Drawings and photographs of designs by leading modern architects and designers—including Vienna Secessionists Josef Hoffman, Koloman Moser, Joseph Maria Olbrich, and Josef Urban—depicted shops, offices, cafes and restaurants, and home interiors and furniture. Addressing an audience of architects and affluent clients, Das Interieur also included architectural plans, elevations, and cross sections embedded in the articles.
The Research Institute has shown a keen interest in collecting turn-of-the-century art from Vienna, which attracted talented visual artists and architects, and has built a strong collection in this area. “Though not very large, the collection of Jugendstil material we have amassed is very rich and deep,” says Nancy Perloff, associate curator at the GRI. “Our collection includes journals, the two programs for the Cabaret Fledermaus [a cabaret venue in Vienna] that include poetry, plays, and references to architecture and set design, as well as a trove of books containing patterns for the design of textiles and graphic art such as prints and posters. Das Interieur will expand on this purview by looking at the ways in which rooms were both designed and furnished in early twentieth-century Vienna.”
In the mid-20th century, a style quite unlike Jugendstil developed: Concrete Art. Instead of the curving, natural patterns presented in the Art Nouveau style, concrete art is abstract and mathematically precise. The Dutch De Stijl artist Theo van Doesburg coined the term “Concrete Art” to describe an approach to abstraction that emphasized materiality, structure, and unity of form as concrete elements in themselves, free of any symbolic association. The Research Institute’s special collections now include a rare, full set of the bulletin Abstrakt Konkret, Bulletin der Galerie des Eaux-Vives, issued from October 1944 to October 1945 by the Galerie des Eaux-Vives, Zürich, which provides crucial documentation of the beginnings of the Concrete Art movement in Europe. Abstrakt Konkret served as the voice of the Swiss avant-garde artists’ group Allianz, of which Max Bill—the principal theorist of the movement—was a member, helping to spread the style internationally. The bulletins contain hand-signed illustrations and important texts by Swiss artists, as well as essays by theorists of Concrete Art. Many articles are among the first in Europe to address the movement and therefore mark an important period for the Swiss avant-garde. There are only two other known complete sets of the bulletin, both in Switzerland.
“Whereas Das interieur enhances the Research Institute’s wealth of documentation on Viennese decorative arts and design, Abstrakt Konkret lays the theoretical basis for the concrete art movement,” explains Nancy. “It will offer researchers a crucial context for the international movement of concrete and visual poetry, which became so important in the postwar years. In addition, there is not a lot of information on the Allianz group, which created the bulletin. This acquisition will help address that void.”

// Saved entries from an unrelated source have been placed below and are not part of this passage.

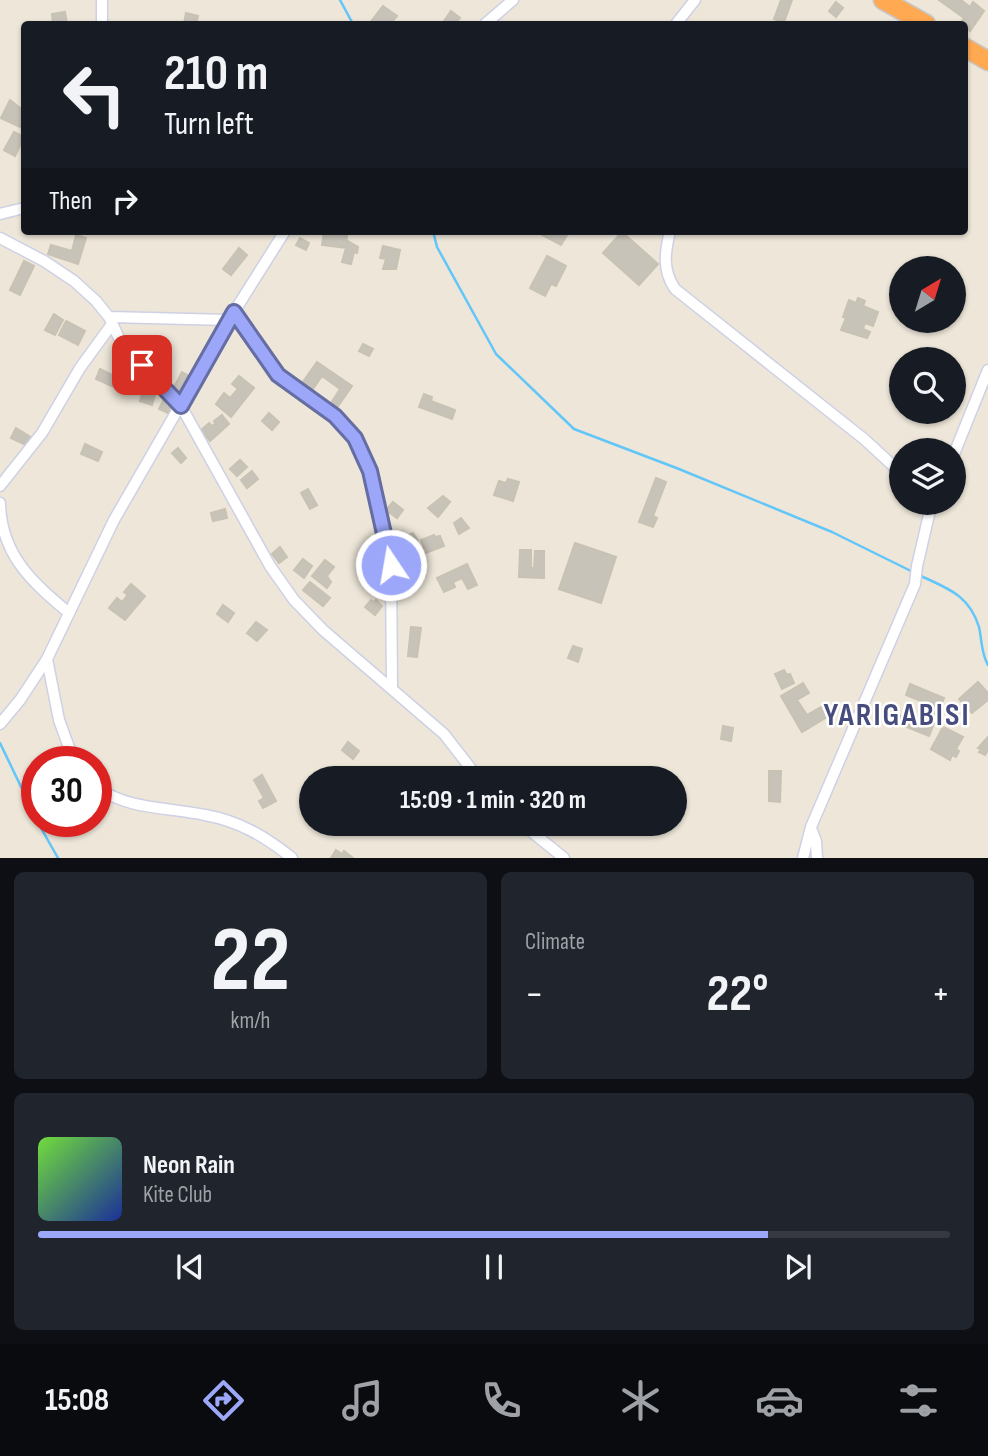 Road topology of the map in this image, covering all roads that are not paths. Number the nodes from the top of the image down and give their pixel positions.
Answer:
1 (102, 0) edge
2 (513, 0) edge
3 (695, 0) edge
4 (886, 1) edge
5 (102, 21) edge
6 (488, 21) edge
7 (678, 21) edge
8 (921, 21) edge
9 (968, 49) edge
10 (988, 61) edge
11 (21, 209) edge
12 (0, 214) edge
13 (282, 235) edge
14 (669, 235) edge
15 (0, 238) edge
16 (231, 316) junction
17 (111, 321) junction
18 (988, 370) edge
19 (181, 406) junction
20 (960, 438) edge
21 (889, 462) edge
22 (0, 486) edge
23 (0, 503) edge
24 (929, 515) edge
25 (69, 613) junction
26 (47, 659) junction
27 (392, 689) junction
28 (0, 724) edge
29 (69, 746) edge
30 (469, 766) edge
31 (112, 797) edge
32 (811, 827) junction
33 (537, 836) edge
34 (292, 858) edge
35 (564, 858) edge
36 (803, 858) edge
37 (817, 858) edge

1 - 5 street
2 - 6 street
3 - 7 street
4 - 8 highway
9 - 10 highway
11 - 12 street
13 - 16 street
14 - 21 street
15 - 17 street
16 - 17 street
16 - 19 street
16 - 27 street
17 - 19 street
17 - 22 street
18 - 20 street
19 - 25 street
19 - 27 street
23 - 25 street
24 - 32 street
25 - 26 street
26 - 28 street
26 - 29 street
27 - 30 street
31 - 34 street
32 - 36 street
32 - 37 street
33 - 35 street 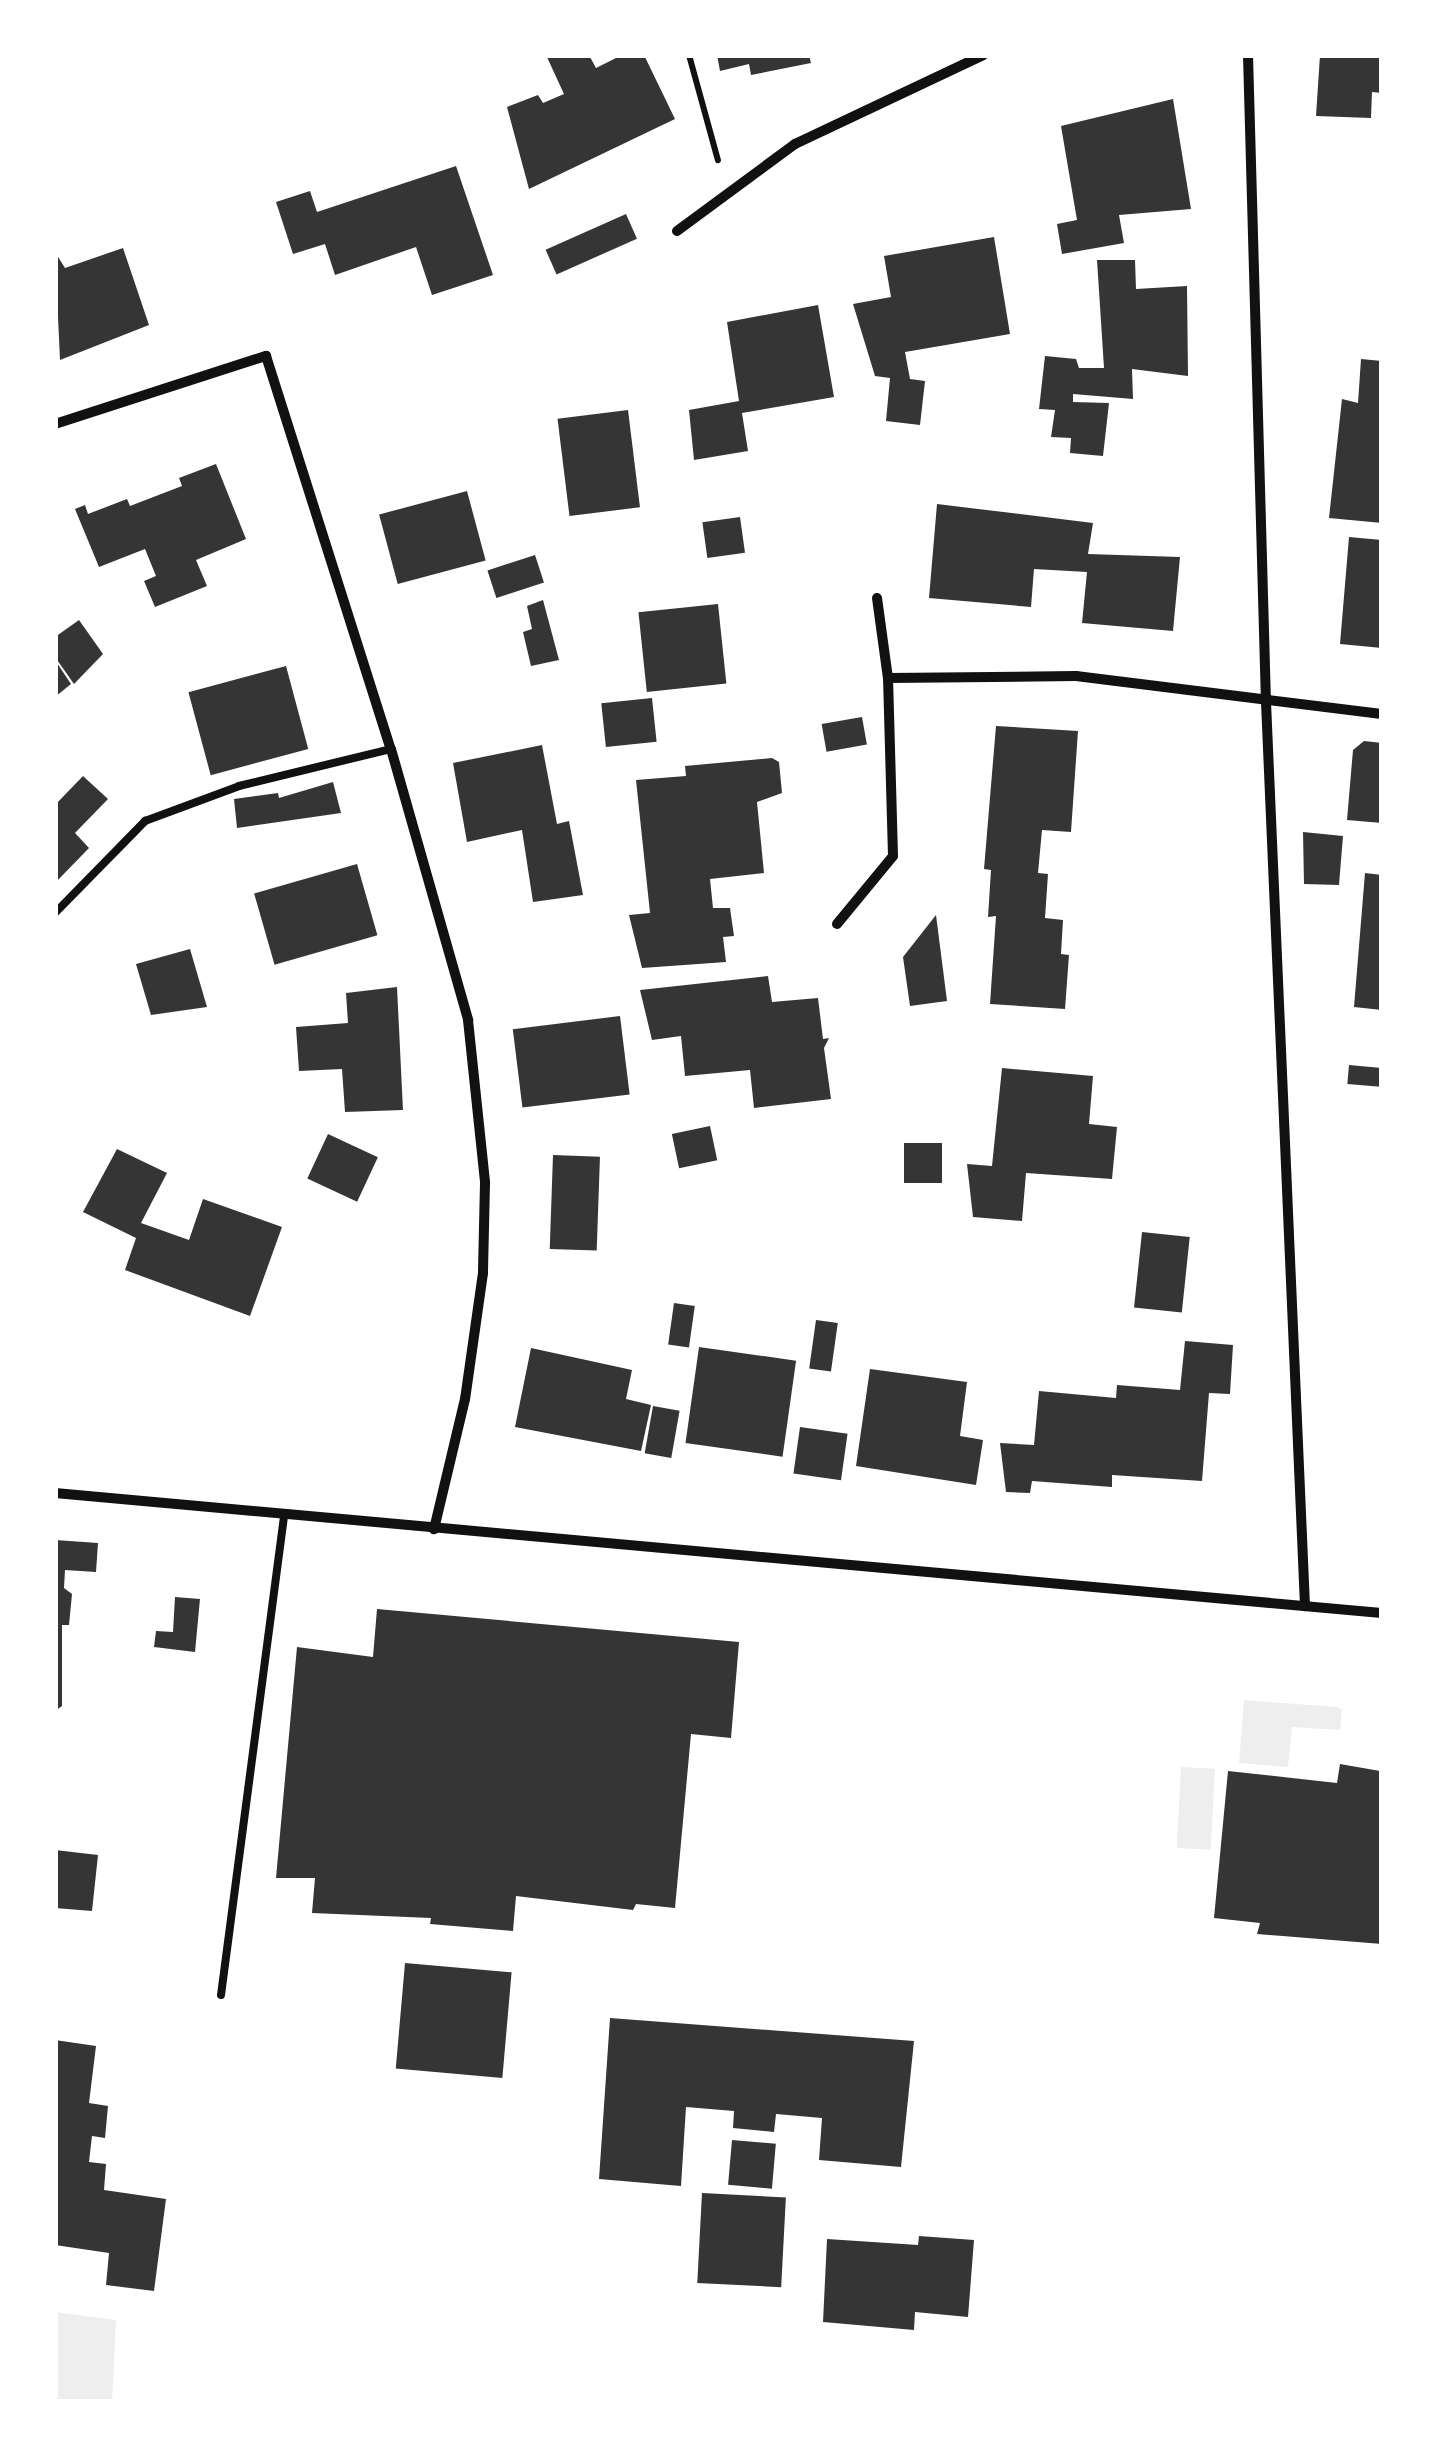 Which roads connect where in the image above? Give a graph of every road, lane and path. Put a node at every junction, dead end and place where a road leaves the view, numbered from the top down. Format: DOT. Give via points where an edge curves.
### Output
graph roads {
  1 [pos="689,55"];
  2 [pos="982,55"];
  3 [pos="1248,55"];
  4 [pos="727,194"];
  5 [pos="677,231"];
  6 [pos="55,424"];
  7 [pos="877,598"];
  8 [pos="888,678"];
  9 [pos="1266,702"];
  10 [pos="1382,714"];
  11 [pos="391,749"];
  12 [pos="55,912"];
  13 [pos="837,924"];
  14 [pos="55,1493"];
  15 [pos="284,1514"];
  16 [pos="434,1530"];
  17 [pos="1305,1606"];
  18 [pos="1382,1613"];
  19 [pos="221,1995"];
  1 -- 4 [label="path"];
  2 -- 4 [label="street" via="795,144"];
  3 -- 9 [label="street"];
  4 -- 5 [label="street"];
  6 -- 11 [label="street" via="266,356"];
  7 -- 8 [label="street"];
  8 -- 9 [label="street" via="1076,676"];
  8 -- 13 [label="street" via="893,856"];
  9 -- 10 [label="street"];
  9 -- 17 [label="street"];
  11 -- 12 [label="lane" via="239,786 144,821"];
  11 -- 16 [label="street" via="468,1020 484,1183 481,1291 465,1400"];
  14 -- 15 [label="street"];
  15 -- 16 [label="street"];
  15 -- 19 [label="lane"];
  16 -- 17 [label="street"];
  17 -- 18 [label="street"];
}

Concrete poetry, which grew out of the concrete art movement, is also an important collecting area for the Research Institute. Swiss poet Eugen Gomringer, whose work is included in the collections, described a concrete poem as “an object to be seen and used. . . a reality in itself and not a poem about something or other.” He emphasized the distinct and self-sufficient quality of the concrete poem, calling it a “functional object,” where the physical aspect of the words and their layout are the defining characteristic, rather than the content of the poem. Experiments with visual poetry abound at the Research Institute.
Both journals are currently being catalogued and will be available for study next spring.